Structural growth in demand for defense metals
Estimating defense metal demand faces challenges: countries rarely publish detailed expenditure details, and the metal content of equipment is difficult to accurately quantify. However, the escalation of NATO spending targets is a key driver. In 2024, NATO countries (excluding the US) will spend 507 billion US dollars on core defense; if they reach the 3.5% GDP target, they will spend an additional 371 billion US dollars.
Germany, for example, plans to increase its defense budget from 62.4 billion euros in 2024 to 154 billion euros in 2029, with equipment procurement accounting for 40%, driving up demand for metals.
According to a 2009 audit by the US Department of Defense, the annual demand for aluminum and copper is 275,000 tons and 106,000 tons, respectively; Bank of America Securities is expected to increase to 1.6 million tons and 553,000 tons in 2030, mainly dominated by equipment expenses. For example, infrastructure investment consumes 3 tons of aluminum and 4 tons of copper per million US dollars, which is in line with NATO's infrastructure target (1.5% of GDP).

Ukraine's post-war reconstruction was singled out as a “second battleground” for metal demand. The World Bank and other agencies estimate that direct damage has increased to 170 billion US dollars, and the total cost of reconstruction is 543-123 billion US dollars.

The Bank of America uses two methods of “installed metal volume” and damage rate.
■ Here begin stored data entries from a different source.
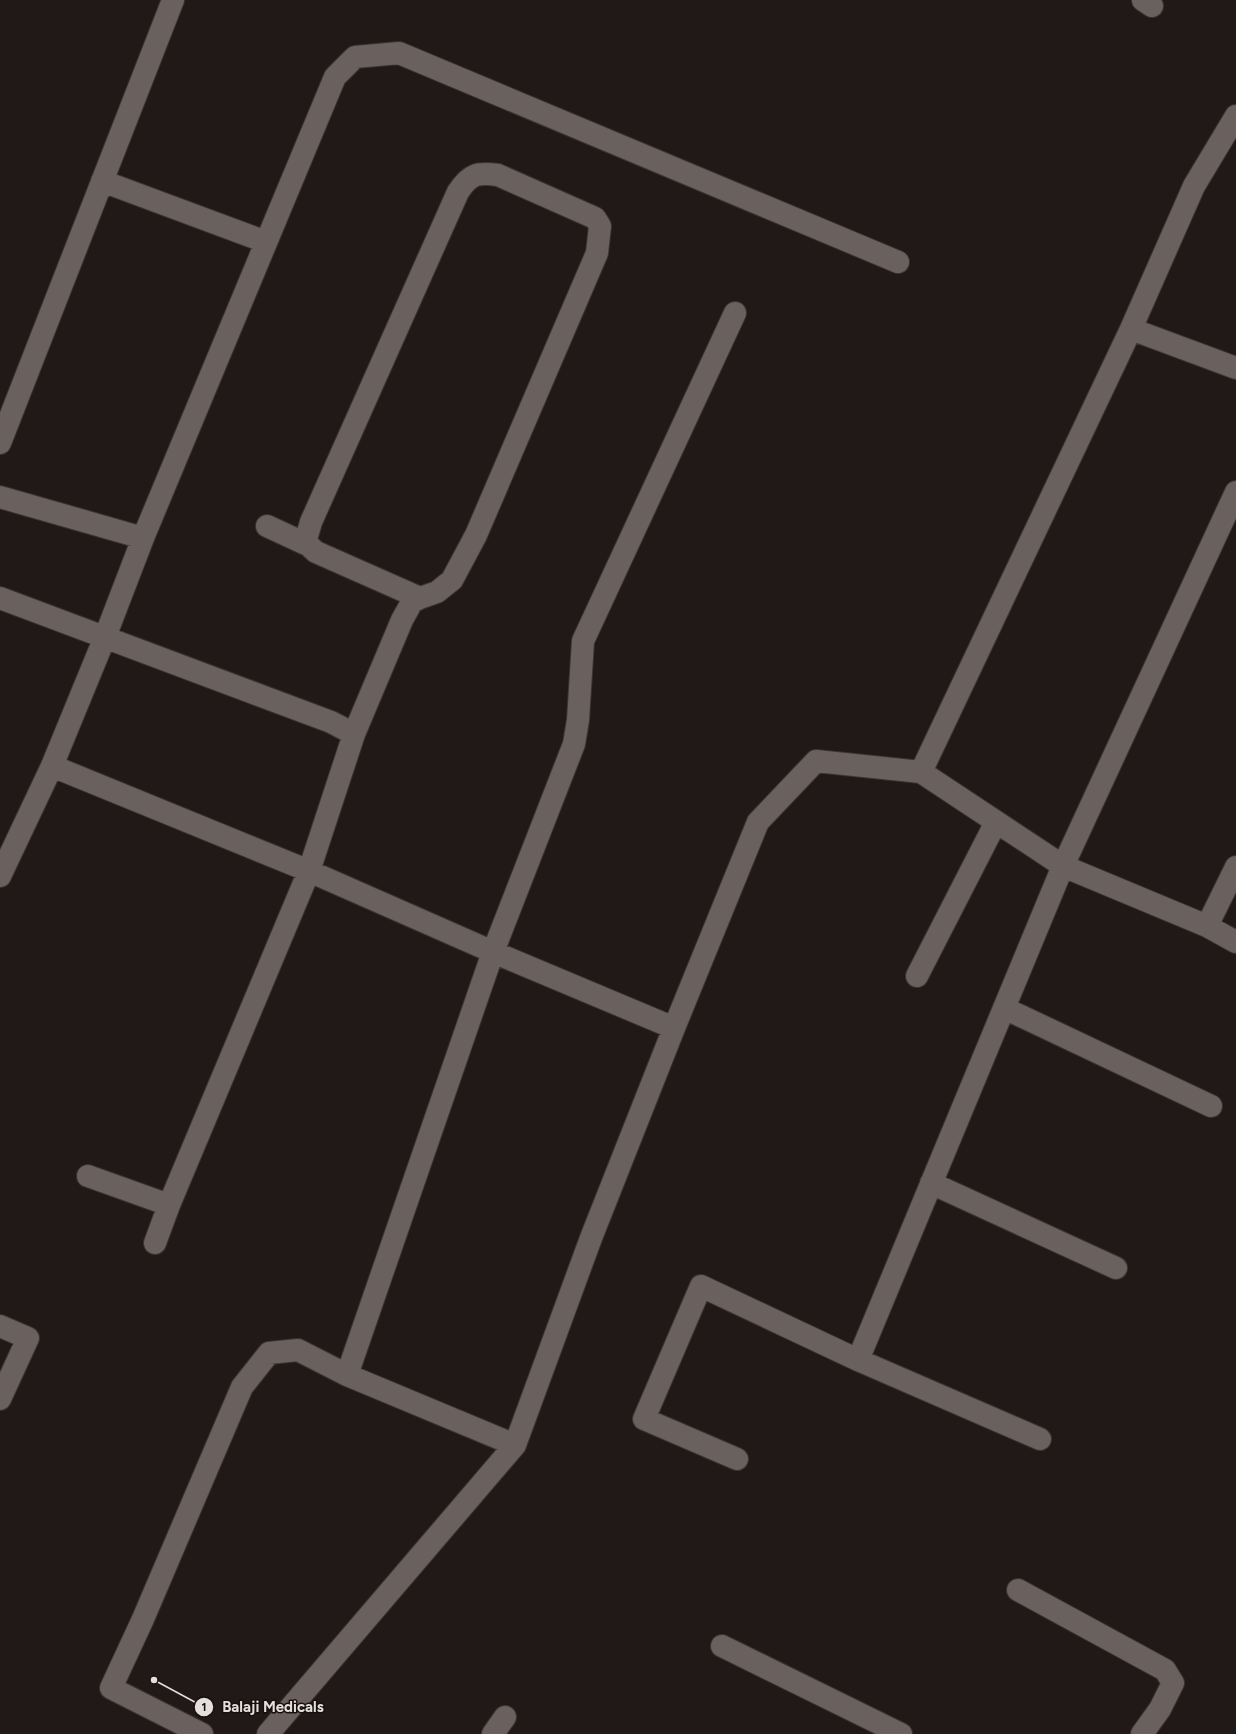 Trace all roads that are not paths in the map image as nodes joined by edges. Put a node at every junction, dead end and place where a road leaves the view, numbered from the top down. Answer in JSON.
{"nodes":[{"id":1,"x":173,"y":0,"type":"edge"},
{"id":2,"x":1236,"y":116,"type":"edge"},
{"id":3,"x":102,"y":181,"type":"junction"},
{"id":4,"x":266,"y":242,"type":"junction"},
{"id":5,"x":898,"y":262,"type":"dead end"},
{"id":6,"x":735,"y":313,"type":"dead end"},
{"id":7,"x":1131,"y":329,"type":"junction"},
{"id":8,"x":1236,"y":368,"type":"edge"},
{"id":9,"x":0,"y":443,"type":"edge"},
{"id":10,"x":1236,"y":492,"type":"edge"},
{"id":11,"x":0,"y":497,"type":"edge"},
{"id":12,"x":267,"y":526,"type":"dead end"},
{"id":13,"x":143,"y":538,"type":"junction"},
{"id":14,"x":308,"y":545,"type":"junction"},
{"id":15,"x":0,"y":598,"type":"edge"},
{"id":16,"x":420,"y":598,"type":"junction"},
{"id":17,"x":105,"y":637,"type":"junction"},
{"id":18,"x":354,"y":734,"type":"junction"},
{"id":19,"x":52,"y":766,"type":"junction"},
{"id":20,"x":921,"y":772,"type":"junction"},
{"id":21,"x":996,"y":822,"type":"junction"},
{"id":22,"x":1063,"y":866,"type":"junction"},
{"id":23,"x":1236,"y":867,"type":"edge"},
{"id":24,"x":309,"y":871,"type":"junction"},
{"id":25,"x":0,"y":876,"type":"edge"},
{"id":26,"x":1207,"y":926,"type":"junction"},
{"id":27,"x":1236,"y":942,"type":"edge"},
{"id":28,"x":493,"y":952,"type":"junction"},
{"id":29,"x":917,"y":976,"type":"dead end"},
{"id":30,"x":1004,"y":1008,"type":"junction"},
{"id":31,"x":674,"y":1028,"type":"junction"},
{"id":32,"x":1211,"y":1106,"type":"dead end"},
{"id":33,"x":88,"y":1176,"type":"dead end"},
{"id":34,"x":931,"y":1183,"type":"junction"},
{"id":35,"x":169,"y":1205,"type":"junction"},
{"id":36,"x":155,"y":1242,"type":"dead end"},
{"id":37,"x":1116,"y":1268,"type":"dead end"},
{"id":38,"x":0,"y":1326,"type":"edge"},
{"id":39,"x":858,"y":1360,"type":"junction"},
{"id":40,"x":347,"y":1375,"type":"junction"},
{"id":41,"x":0,"y":1399,"type":"edge"},
{"id":42,"x":1040,"y":1439,"type":"dead end"},
{"id":43,"x":515,"y":1445,"type":"junction"},
{"id":44,"x":736,"y":1459,"type":"dead end"},
{"id":45,"x":1018,"y":1590,"type":"dead end"},
{"id":46,"x":722,"y":1646,"type":"dead end"},
{"id":47,"x":202,"y":1734,"type":"edge"},
{"id":48,"x":268,"y":1734,"type":"edge"},
{"id":49,"x":902,"y":1734,"type":"edge"},
{"id":50,"x":1142,"y":1734,"type":"edge"}],
"edges":[{"from":1,"to":3,"type":"street"},
{"from":2,"to":7,"type":"street"},
{"from":3,"to":4,"type":"street"},
{"from":3,"to":9,"type":"street"},
{"from":4,"to":5,"type":"street"},
{"from":4,"to":13,"type":"street"},
{"from":6,"to":28,"type":"street"},
{"from":7,"to":8,"type":"street"},
{"from":7,"to":20,"type":"street"},
{"from":10,"to":22,"type":"street"},
{"from":11,"to":13,"type":"street"},
{"from":12,"to":14,"type":"street"},
{"from":13,"to":17,"type":"street"},
{"from":14,"to":16,"type":"street"},
{"from":14,"to":16,"type":"street"},
{"from":15,"to":17,"type":"street"},
{"from":16,"to":18,"type":"street"},
{"from":17,"to":18,"type":"street"},
{"from":17,"to":19,"type":"street"},
{"from":18,"to":24,"type":"street"},
{"from":19,"to":24,"type":"street"},
{"from":19,"to":25,"type":"street"},
{"from":20,"to":21,"type":"street"},
{"from":20,"to":31,"type":"street"},
{"from":21,"to":22,"type":"street"},
{"from":21,"to":29,"type":"street"},
{"from":22,"to":26,"type":"street"},
{"from":22,"to":30,"type":"street"},
{"from":23,"to":26,"type":"street"},
{"from":24,"to":28,"type":"street"},
{"from":24,"to":35,"type":"street"},
{"from":26,"to":27,"type":"street"},
{"from":28,"to":31,"type":"street"},
{"from":28,"to":40,"type":"street"},
{"from":30,"to":32,"type":"street"},
{"from":30,"to":34,"type":"street"},
{"from":31,"to":43,"type":"street"},
{"from":33,"to":35,"type":"street"},
{"from":34,"to":37,"type":"street"},
{"from":34,"to":39,"type":"street"},
{"from":35,"to":36,"type":"street"},
{"from":38,"to":41,"type":"street"},
{"from":39,"to":42,"type":"street"},
{"from":39,"to":44,"type":"street"},
{"from":40,"to":43,"type":"street"},
{"from":40,"to":47,"type":"street"},
{"from":43,"to":48,"type":"street"},
{"from":45,"to":50,"type":"street"},
{"from":46,"to":49,"type":"street"}]}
If rebuilt over 10 years, 200,000 tons of copper (accounting for 0.65% of the world), 750,000 tons of aluminum (1.1%), and 17.6 million tons (1%) of steel are required; if it is based on the 14-year, 1 trillion US dollar reconstruction limit, copper demand can reach 1.8 million tons (6.8% of the annual market), 720,000 tons (1%) of aluminum, and 16 million tons (1.8%) of steel. Although the ratio seems moderate, against the backdrop of an annual growth rate of only 2% of global copper production, the additional increase of several dozen basis points is enough to make the already tight market even more tight.
Summarize
Bank of America Securities said that the modernization of national defense and post-war reconstruction will jointly boost demand for metals. The demand curve for copper, aluminum, and steel will be steeper, and strategic small metals such as rare earths, gallium, and germanium will become bottlenecks. Spending efficiency, technology routes (lightweight, intelligent, unmanned), and geopolitical games will determine the final intensity of metal consumption.